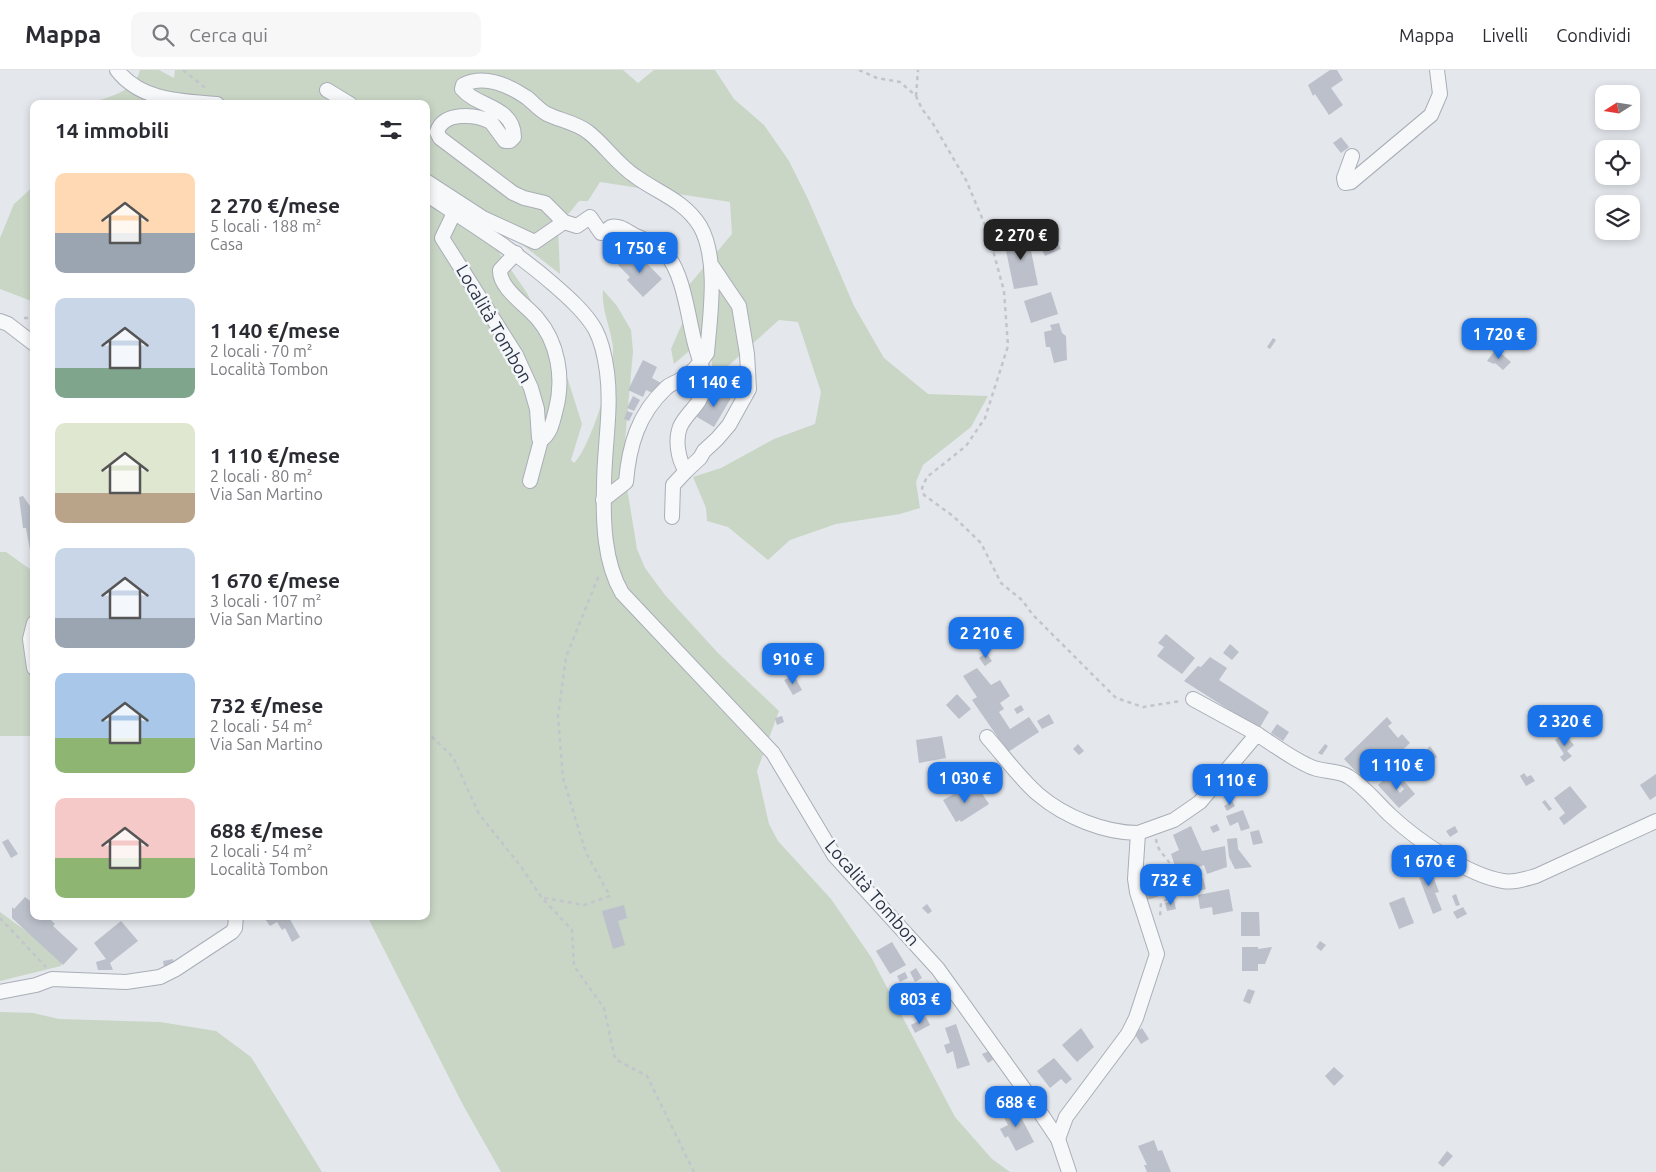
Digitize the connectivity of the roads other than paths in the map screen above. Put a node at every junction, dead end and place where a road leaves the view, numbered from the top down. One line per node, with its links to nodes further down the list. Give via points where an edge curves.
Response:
1 (117, 70): 4 (street, via 143,93)
2 (1437, 70): 6 (street, via 1440,94 1432,114 1351,182 1345,183)
3 (327, 90): 5 (street)
4 (174, 100)
5 (343, 100)
6 (1352, 156)
7 (430, 184): 10 (street, via 483,218 535,242)
8 (430, 197): 9 (street, Località Tombon)
9 (454, 213): 11 (street, Località Tombon); 16 (street, Località Tombon, via 442,238 516,355 531,388 537,409 537,430)
10 (564, 222): 12 (street, via 546,203 513,193 440,138 437,132 440,124 449,118 462,117 488,120 505,140 510,141 514,137 506,117 468,95 462,89 463,85 497,82 526,97 546,113 588,131 635,176 676,200 689,213 700,227); 15 (street, via 577,226 590,217 601,233 617,227 649,241 665,253 677,273)
11 (516, 253): 16 (street, Località Tombon, via 500,274 550,335 558,360 557,404 552,426); 19 (street, Località Tombon, via 580,309 603,347 610,404)
12 (712, 266): 15 (street, via 707,353); 17 (street, via 739,306 749,390 729,425)
13 (0, 321): 14 (street)
14 (30, 341)
15 (701, 364): 17 (street, via 704,386 701,397 678,434 678,450); 19 (street, via 667,386 638,423 628,458 626,482)
16 (542, 440): 18 (street, Località Tombon)
17 (686, 471): 20 (street, via 673,485)
18 (530, 481)
19 (604, 500): 28 (street, Località Tombon, via 608,555 614,580 622,593 773,753 834,855 938,969)
20 (672, 517)
21 (1193, 699): 22 (street)
22 (1257, 734): 24 (street, via 1308,766 1348,776 1390,816 1437,851 1504,882 1536,876); 25 (street, via 1200,802 1174,820)
23 (987, 737): 25 (street, via 1038,795 1053,805 1121,833)
24 (1656, 820)
25 (1138, 833): 28 (street, via 1137,892 1157,954 1128,1034 1066,1118)
26 (236, 920): 27 (street, via 232,932 160,977 126,982 56,980)
27 (0, 992)
28 (1058, 1139): 29 (street, Località Tombon)
29 (1069, 1172)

▶ **Your objective**
Would you write out every record word for word, leaving no picture in?

▶ **Exercise result**
Digitize the connectivity of the roads other than paths in the map screen above. Put a node at every junction, dead end and place where a road leaves the view, numbered from the top down. One line per node, with its links to nodes further down the list. Give via points where an edge curves.
Response:
1 (117, 70): 4 (street, via 143,93)
2 (1437, 70): 6 (street, via 1440,94 1432,114 1351,182 1345,183)
3 (327, 90): 5 (street)
4 (174, 100)
5 (343, 100)
6 (1352, 156)
7 (430, 184): 10 (street, via 483,218 535,242)
8 (430, 197): 9 (street, Località Tombon)
9 (454, 213): 11 (street, Località Tombon); 16 (street, Località Tombon, via 442,238 516,355 531,388 537,409 537,430)
10 (564, 222): 12 (street, via 546,203 513,193 440,138 437,132 440,124 449,118 462,117 488,120 505,140 510,141 514,137 506,117 468,95 462,89 463,85 497,82 526,97 546,113 588,131 635,176 676,200 689,213 700,227); 15 (street, via 577,226 590,217 601,233 617,227 649,241 665,253 677,273)
11 (516, 253): 16 (street, Località Tombon, via 500,274 550,335 558,360 557,404 552,426); 19 (street, Località Tombon, via 580,309 603,347 610,404)
12 (712, 266): 15 (street, via 707,353); 17 (street, via 739,306 749,390 729,425)
13 (0, 321): 14 (street)
14 (30, 341)
15 (701, 364): 17 (street, via 704,386 701,397 678,434 678,450); 19 (street, via 667,386 638,423 628,458 626,482)
16 (542, 440): 18 (street, Località Tombon)
17 (686, 471): 20 (street, via 673,485)
18 (530, 481)
19 (604, 500): 28 (street, Località Tombon, via 608,555 614,580 622,593 773,753 834,855 938,969)
20 (672, 517)
21 (1193, 699): 22 (street)
22 (1257, 734): 24 (street, via 1308,766 1348,776 1390,816 1437,851 1504,882 1536,876); 25 (street, via 1200,802 1174,820)
23 (987, 737): 25 (street, via 1038,795 1053,805 1121,833)
24 (1656, 820)
25 (1138, 833): 28 (street, via 1137,892 1157,954 1128,1034 1066,1118)
26 (236, 920): 27 (street, via 232,932 160,977 126,982 56,980)
27 (0, 992)
28 (1058, 1139): 29 (street, Località Tombon)
29 (1069, 1172)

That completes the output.